Nonetheless, lawmakers passed the bill, and Sandoval declined to meet with TSPA, NIADA or any other industry representatives; the opposite of what unfolded in New Jersey where Gov. Chris Christie vetoed a similar piece of legislation earlier this year.
“Unlike the governor in New Jersey whose team sat down with us and talked about it, (Sandoval) wouldn’t give us that meeting,” Kirkendall said. “That really put us at a disadvantage in not being able to explain the position of the industry and how this would deeply impact the way they do business in order to extend credit to consumers.”
Now with SB 350 set to become the law in Nevada, the industry is left to wonder what happens next.
“I hope Nevada takes a real good look at this and realizes the repercussions of what’s happened with regard to the availability of credit to consumers,” Kirkendall said. “Maybe in a couple of years, they’ll go back and change this law and make it more consumer and business friendly. This law as it currently stands is just not a good practice in this space.”
Spireon's Ponsford added to the sentiment about the ramifications of the newest law on the Nevada books.
“The provisions of SB 350 in Nevada will lead companies to rethink their lending strategy to the buy-here, pay-here industry, and will also drive new technology initiatives to open other lines of communications for payment reminders and notice of default. Spireon and other tech companies already offer alternative solutions that are beneficial to both lender and borrower,” Ponsford said.
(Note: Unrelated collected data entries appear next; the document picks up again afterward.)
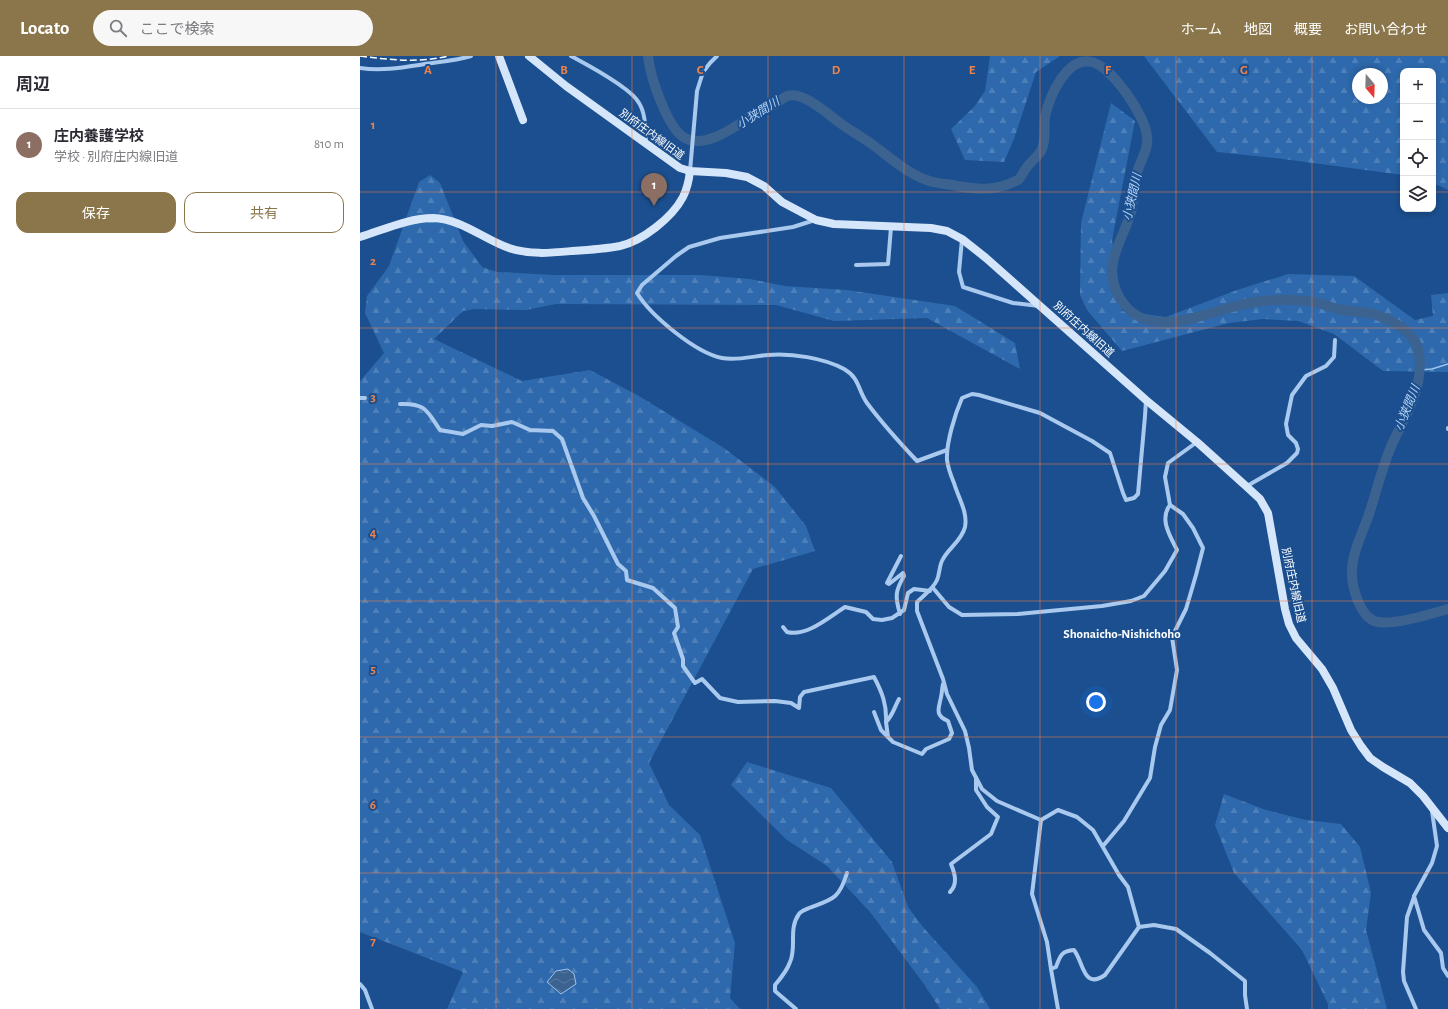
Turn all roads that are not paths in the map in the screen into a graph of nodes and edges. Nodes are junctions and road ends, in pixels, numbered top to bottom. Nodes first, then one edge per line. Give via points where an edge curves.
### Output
1 (471, 56) edge
2 (499, 56) edge
3 (529, 56) edge
4 (571, 56) edge
5 (717, 56) edge
6 (360, 68) edge
7 (523, 120) dead end
8 (646, 143) junction
9 (690, 171) junction
10 (816, 220) junction
11 (891, 227) junction
12 (360, 237) edge
13 (962, 239) junction
14 (856, 265) dead end
15 (1041, 306) junction
16 (1335, 340) dead end
17 (360, 398) edge
18 (365, 398) dead end
19 (1146, 400) junction
20 (400, 404) dead end
21 (1197, 442) junction
22 (947, 450) junction
23 (1247, 487) junction
24 (1170, 505) junction
25 (901, 556) dead end
26 (931, 589) junction
27 (900, 614) junction
28 (783, 627) dead end
29 (943, 679) junction
30 (899, 699) dead end
31 (874, 712) dead end
32 (886, 722) junction
33 (888, 737) junction
34 (976, 777) junction
35 (1431, 806) junction
36 (1041, 820) junction
37 (1448, 828) edge
38 (1103, 846) junction
39 (847, 873) dead end
40 (950, 892) dead end
41 (1414, 896) junction
42 (1140, 927) junction
43 (1051, 969) junction
44 (1448, 976) edge
45 (360, 984) edge
46 (372, 1009) edge
47 (796, 1009) edge
48 (1058, 1009) edge
49 (1247, 1009) edge
50 (1416, 1009) edge

1 - 6 street via 407,67
2 - 7 street
3 - 8 street, 別府庄内線旧道
4 - 8 street via 630,92 639,102 644,114
5 - 9 street via 704,72 697,90
8 - 9 street, 別府庄内線旧道 via 676,166
9 - 10 street, 別府庄内線旧道 via 747,177 764,186 782,202
9 - 12 street via 683,198 671,213 646,235 620,246 547,253 528,252 507,247 452,222 432,218 415,220
10 - 11 street, 別府庄内線旧道 via 834,224
10 - 22 street via 793,227 720,238 689,247 642,285 637,293 648,308 672,330 710,354 737,359 769,355 810,357 850,372 866,402 917,461
11 - 13 street, 別府庄内線旧道 via 931,228 947,231
11 - 14 street via 888,264
13 - 15 street, 別府庄内線旧道
13 - 15 street via 959,272 963,287 1013,303
15 - 19 street, 別府庄内線旧道
16 - 23 street via 1334,357 1326,366 1306,376 1292,395 1286,424 1288,434 1296,443 1297,453 1286,463
17 - 18 street
19 - 21 street, 別府庄内線旧道
19 - 22 street via 1138,494 1134,498 1126,500 1110,453 1106,450 1040,413 995,399 972,394 962,398 956,411
20 - 32 street via 424,407 440,430 463,434 481,425 492,426 512,422 530,430 553,430 562,439 584,498 618,564 626,571 627,580 653,588 675,608 678,627 674,633 683,666 695,683 702,679 720,698 738,702 791,703 799,708 800,697 804,692 874,677 887,711
21 - 23 street, 別府庄内線旧道
21 - 24 street via 1168,463 1165,477
22 - 26 street via 951,476 966,518 965,528 942,560 938,579
23 - 35 street, 別府庄内線旧道 via 1260,499 1268,513 1285,610 1296,638 1322,669 1351,730 1370,758 1410,783
24 - 26 street via 1164,521 1177,550 1165,571 1144,596 1138,599 1075,609 962,615 949,607
24 - 38 street via 1177,509 1193,528 1203,548 1186,609 1172,637 1177,670 1170,710 1161,725 1150,778 1124,821
25 - 27 street via 887,583 903,573 895,596
26 - 27 street via 914,589 908,593 904,610
26 - 29 street via 917,602 918,611
27 - 28 street via 882,620 873,619 866,612 845,607 802,633 787,632
29 - 33 street via 938,713 951,726 952,733 949,739 926,749 922,754 893,742
29 - 34 street via 947,694 965,731 972,770
30 - 32 street via 892,716
31 - 33 street via 881,730
32 - 33 street
34 - 36 street via 982,788 997,801
34 - 40 street via 976,790 987,807 998,817 991,834 951,864 955,875 954,887
35 - 37 street, 別府庄内線旧道
35 - 41 street via 1437,846 1432,863
36 - 38 street via 1058,810 1070,814 1093,830
36 - 43 street via 1032,894 1047,942
38 - 42 street via 1128,887
39 - 47 street via 840,892 832,899 800,912 795,920 791,962 775,985 775,991
41 - 44 street via 1424,930 1441,953
41 - 50 street via 1407,917 1403,972 1404,981
42 - 43 street via 1099,980 1093,981 1088,978 1074,950 1066,951
42 - 49 street via 1154,925 1176,929 1210,953 1245,981
43 - 48 street
45 - 46 street

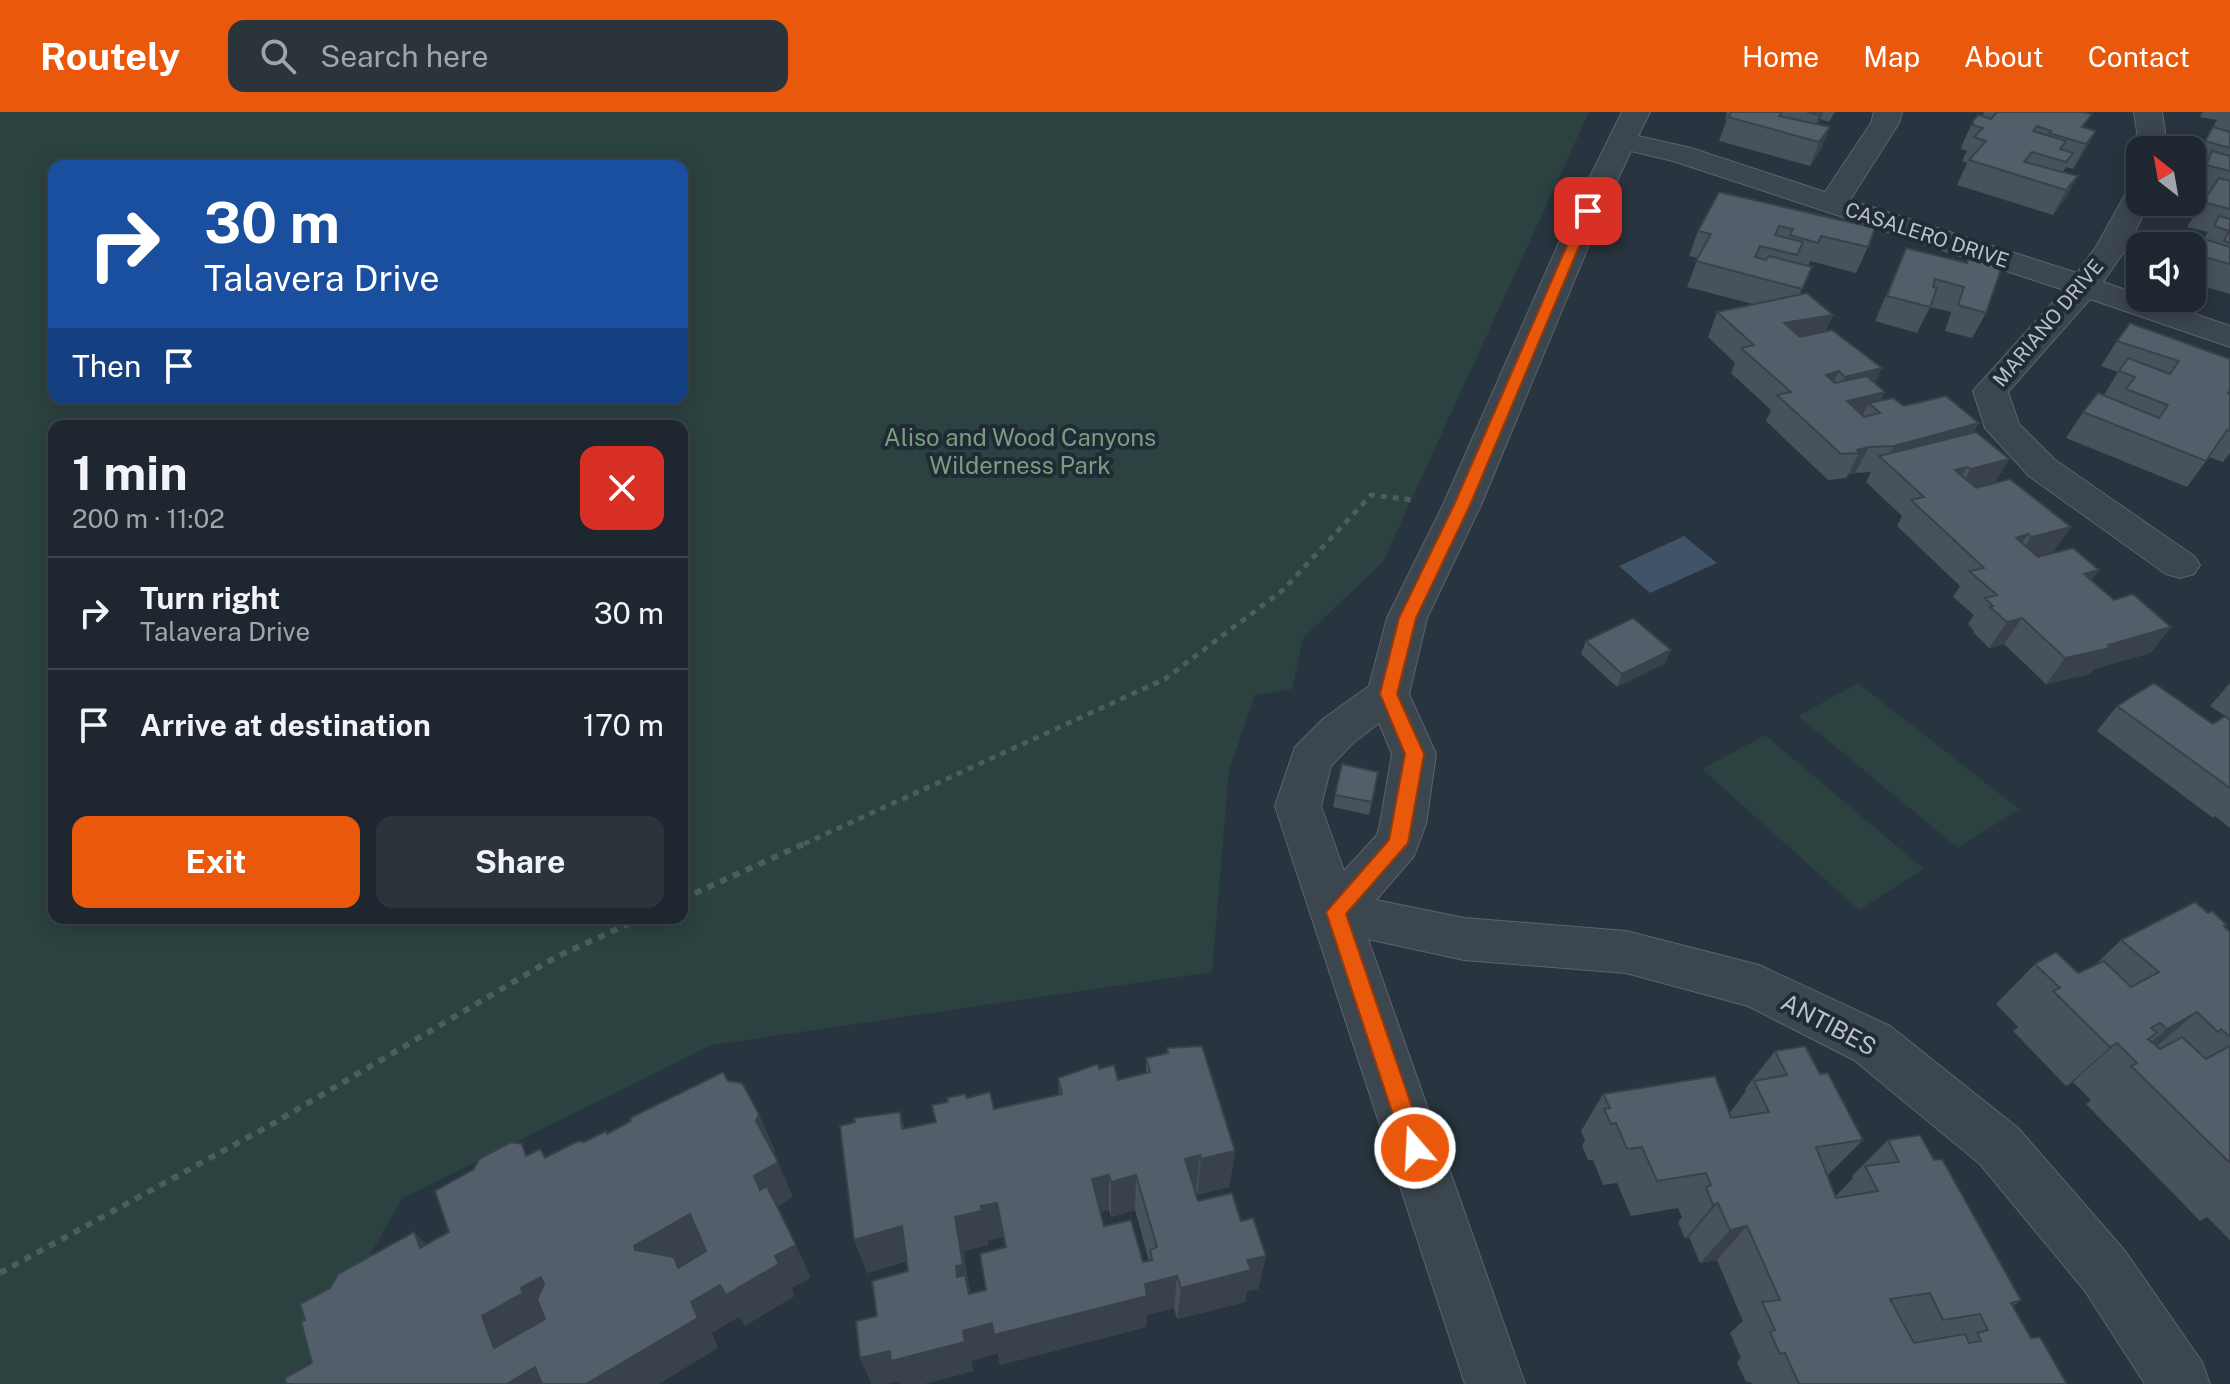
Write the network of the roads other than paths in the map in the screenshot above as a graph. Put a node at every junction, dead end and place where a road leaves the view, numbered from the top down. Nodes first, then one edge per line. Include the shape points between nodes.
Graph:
1 (1888, 112) edge
2 (2148, 112) edge
3 (1629, 126) edge
4 (2149, 136) edge
5 (1832, 204) junction
6 (2131, 216) edge
7 (2084, 286) junction
8 (2230, 337) edge
9 (2180, 565) dead end
10 (1388, 694) junction
11 (1336, 912) junction
12 (1495, 1384) edge
13 (2180, 1384) edge

1 - 5 street
2 - 4 street
3 - 5 street, CASALERO DRIVE via 1681,154
3 - 10 street via 1407,618
5 - 7 street, CASALERO DRIVE
6 - 7 street, MARIANO DRIVE
7 - 8 street, CASALERO DRIVE
7 - 9 street, MARIANO DRIVE via 1990,391 2003,428 2042,468
10 - 11 street via 1414,754 1403,824 1398,843
10 - 11 street via 1311,759 1298,806
11 - 12 street
11 - 13 street, ANTIBES via 1464,939 1626,952 1759,987 1872,1043 1999,1146 2105,1271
“Without the effective and consistent use of solutions that facilitate communication and compliance, some lenders will vacate the BHPH lending space due to their default rates and loss ratios, and the inability to manage losses,” he continued. “Further, unless the industry adopts mutually beneficial technologies and procedures for managing risk and delinquency, there is a strong possibility that we will see an increase in the number of repossessions in Nevada, which is the worst-case scenario for dealers, lenders and consumers.”